• _YOUR TASK_
Read the lines of the data below and retrieve those with "Cascada".

Source records
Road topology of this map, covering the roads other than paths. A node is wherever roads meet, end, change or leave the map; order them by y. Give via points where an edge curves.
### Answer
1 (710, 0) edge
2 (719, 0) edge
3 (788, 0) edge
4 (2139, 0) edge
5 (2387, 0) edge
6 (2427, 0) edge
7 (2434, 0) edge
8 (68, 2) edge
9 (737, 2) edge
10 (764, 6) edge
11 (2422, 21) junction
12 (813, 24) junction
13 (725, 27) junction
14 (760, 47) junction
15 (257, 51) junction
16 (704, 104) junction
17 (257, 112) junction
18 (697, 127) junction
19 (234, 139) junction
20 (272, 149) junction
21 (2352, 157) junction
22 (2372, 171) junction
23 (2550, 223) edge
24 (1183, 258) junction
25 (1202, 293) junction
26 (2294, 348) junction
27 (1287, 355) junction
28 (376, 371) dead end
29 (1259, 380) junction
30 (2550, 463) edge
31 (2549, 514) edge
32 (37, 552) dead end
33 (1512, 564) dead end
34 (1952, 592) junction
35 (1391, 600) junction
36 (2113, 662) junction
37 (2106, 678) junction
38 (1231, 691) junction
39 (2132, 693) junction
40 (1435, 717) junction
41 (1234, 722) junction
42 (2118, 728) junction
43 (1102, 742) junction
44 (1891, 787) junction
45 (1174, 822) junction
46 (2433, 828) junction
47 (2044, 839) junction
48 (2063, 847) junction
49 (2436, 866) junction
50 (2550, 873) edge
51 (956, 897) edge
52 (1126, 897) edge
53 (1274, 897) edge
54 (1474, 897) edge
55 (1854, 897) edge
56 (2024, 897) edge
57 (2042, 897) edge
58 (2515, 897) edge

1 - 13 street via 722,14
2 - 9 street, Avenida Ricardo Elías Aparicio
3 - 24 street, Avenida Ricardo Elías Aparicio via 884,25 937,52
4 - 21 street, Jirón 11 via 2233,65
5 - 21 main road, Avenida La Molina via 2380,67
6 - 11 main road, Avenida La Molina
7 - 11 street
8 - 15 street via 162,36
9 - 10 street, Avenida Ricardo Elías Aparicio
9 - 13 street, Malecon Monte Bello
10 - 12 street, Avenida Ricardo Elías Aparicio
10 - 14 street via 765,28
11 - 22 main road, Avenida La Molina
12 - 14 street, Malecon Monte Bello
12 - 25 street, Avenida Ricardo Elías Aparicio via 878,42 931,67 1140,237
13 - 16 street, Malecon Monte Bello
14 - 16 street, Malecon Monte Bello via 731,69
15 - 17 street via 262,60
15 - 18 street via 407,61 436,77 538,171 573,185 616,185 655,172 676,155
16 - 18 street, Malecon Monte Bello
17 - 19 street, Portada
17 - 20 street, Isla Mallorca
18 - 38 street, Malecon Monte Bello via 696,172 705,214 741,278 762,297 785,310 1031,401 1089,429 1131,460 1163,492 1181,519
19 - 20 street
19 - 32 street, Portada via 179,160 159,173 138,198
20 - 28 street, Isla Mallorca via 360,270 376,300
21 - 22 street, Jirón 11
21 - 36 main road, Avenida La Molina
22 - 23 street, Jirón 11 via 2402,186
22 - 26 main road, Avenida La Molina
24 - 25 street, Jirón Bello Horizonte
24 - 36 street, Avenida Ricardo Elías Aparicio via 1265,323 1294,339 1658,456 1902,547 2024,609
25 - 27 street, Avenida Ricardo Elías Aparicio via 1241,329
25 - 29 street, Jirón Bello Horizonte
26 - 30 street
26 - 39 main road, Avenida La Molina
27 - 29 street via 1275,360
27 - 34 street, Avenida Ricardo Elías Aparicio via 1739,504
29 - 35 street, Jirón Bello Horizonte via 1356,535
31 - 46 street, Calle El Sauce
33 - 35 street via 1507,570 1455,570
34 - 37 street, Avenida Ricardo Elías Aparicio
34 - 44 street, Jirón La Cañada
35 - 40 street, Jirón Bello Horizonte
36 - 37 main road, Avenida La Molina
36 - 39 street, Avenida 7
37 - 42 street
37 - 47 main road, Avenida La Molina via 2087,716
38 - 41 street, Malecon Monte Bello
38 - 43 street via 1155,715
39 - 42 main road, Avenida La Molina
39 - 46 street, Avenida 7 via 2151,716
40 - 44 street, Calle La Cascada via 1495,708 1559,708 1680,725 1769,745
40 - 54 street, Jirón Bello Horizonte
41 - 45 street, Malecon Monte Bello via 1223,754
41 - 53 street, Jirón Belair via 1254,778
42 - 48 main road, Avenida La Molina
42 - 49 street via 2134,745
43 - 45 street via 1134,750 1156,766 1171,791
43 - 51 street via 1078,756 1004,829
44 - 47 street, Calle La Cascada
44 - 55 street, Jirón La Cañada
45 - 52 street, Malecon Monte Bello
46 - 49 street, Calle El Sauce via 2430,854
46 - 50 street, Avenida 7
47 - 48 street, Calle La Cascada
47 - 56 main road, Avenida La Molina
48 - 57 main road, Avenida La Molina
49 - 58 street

• _SOLVED EXERCISE_
40 - 44 street, Calle La Cascada via 1495,708 1559,708 1680,725 1769,745
44 - 47 street, Calle La Cascada
47 - 48 street, Calle La Cascada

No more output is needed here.